ACTIVITY ->
With the images set aside, retype every record below character for character.

RECORDS SUPPLIED ->

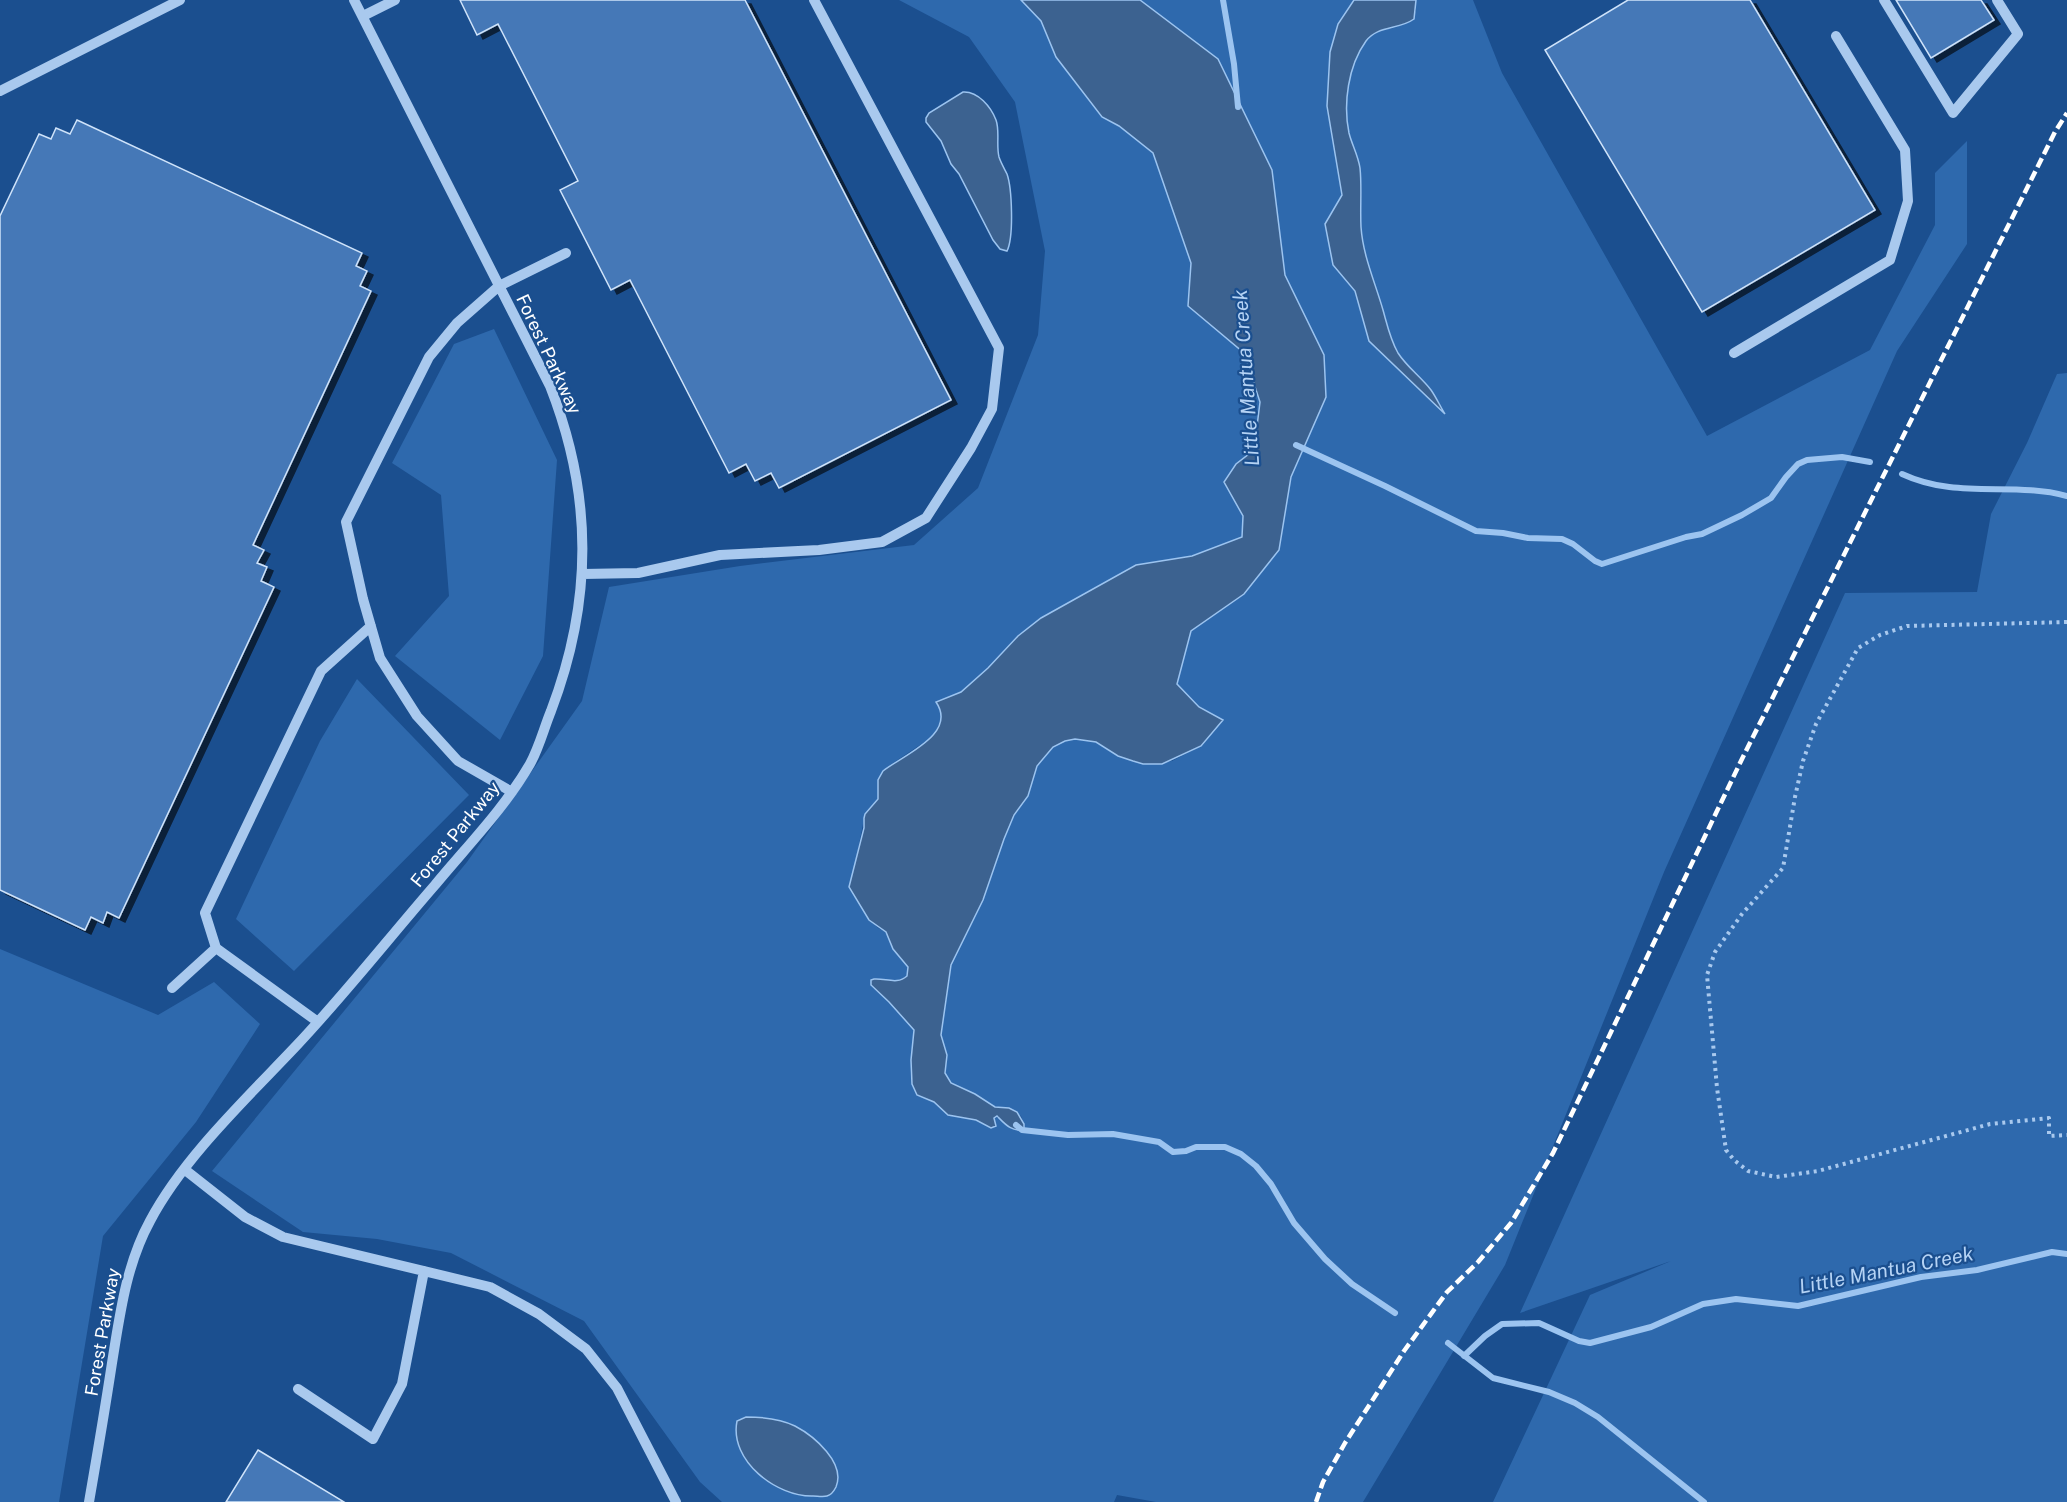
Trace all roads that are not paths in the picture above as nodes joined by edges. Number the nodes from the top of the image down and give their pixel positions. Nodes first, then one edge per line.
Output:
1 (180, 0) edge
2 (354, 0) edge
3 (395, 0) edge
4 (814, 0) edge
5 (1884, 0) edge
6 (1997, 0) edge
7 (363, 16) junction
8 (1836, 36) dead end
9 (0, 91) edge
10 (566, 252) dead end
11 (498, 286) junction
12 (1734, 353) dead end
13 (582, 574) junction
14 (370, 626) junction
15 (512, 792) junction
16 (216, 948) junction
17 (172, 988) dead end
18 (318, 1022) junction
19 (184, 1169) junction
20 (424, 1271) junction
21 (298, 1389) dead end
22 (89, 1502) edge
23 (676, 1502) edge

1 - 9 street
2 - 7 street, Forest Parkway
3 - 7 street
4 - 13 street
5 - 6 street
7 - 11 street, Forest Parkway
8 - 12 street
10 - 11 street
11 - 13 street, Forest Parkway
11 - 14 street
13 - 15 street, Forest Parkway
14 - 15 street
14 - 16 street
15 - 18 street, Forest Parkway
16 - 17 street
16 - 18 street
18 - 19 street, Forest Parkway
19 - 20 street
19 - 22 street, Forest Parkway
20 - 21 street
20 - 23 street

EXERCISE RESPONSE ->
Trace all roads that are not paths in the picture above as nodes joined by edges. Number the nodes from the top of the image down and give their pixel positions. Nodes first, then one edge per line.
Output:
1 (180, 0) edge
2 (354, 0) edge
3 (395, 0) edge
4 (814, 0) edge
5 (1884, 0) edge
6 (1997, 0) edge
7 (363, 16) junction
8 (1836, 36) dead end
9 (0, 91) edge
10 (566, 252) dead end
11 (498, 286) junction
12 (1734, 353) dead end
13 (582, 574) junction
14 (370, 626) junction
15 (512, 792) junction
16 (216, 948) junction
17 (172, 988) dead end
18 (318, 1022) junction
19 (184, 1169) junction
20 (424, 1271) junction
21 (298, 1389) dead end
22 (89, 1502) edge
23 (676, 1502) edge

1 - 9 street
2 - 7 street, Forest Parkway
3 - 7 street
4 - 13 street
5 - 6 street
7 - 11 street, Forest Parkway
8 - 12 street
10 - 11 street
11 - 13 street, Forest Parkway
11 - 14 street
13 - 15 street, Forest Parkway
14 - 15 street
14 - 16 street
15 - 18 street, Forest Parkway
16 - 17 street
16 - 18 street
18 - 19 street, Forest Parkway
19 - 20 street
19 - 22 street, Forest Parkway
20 - 21 street
20 - 23 street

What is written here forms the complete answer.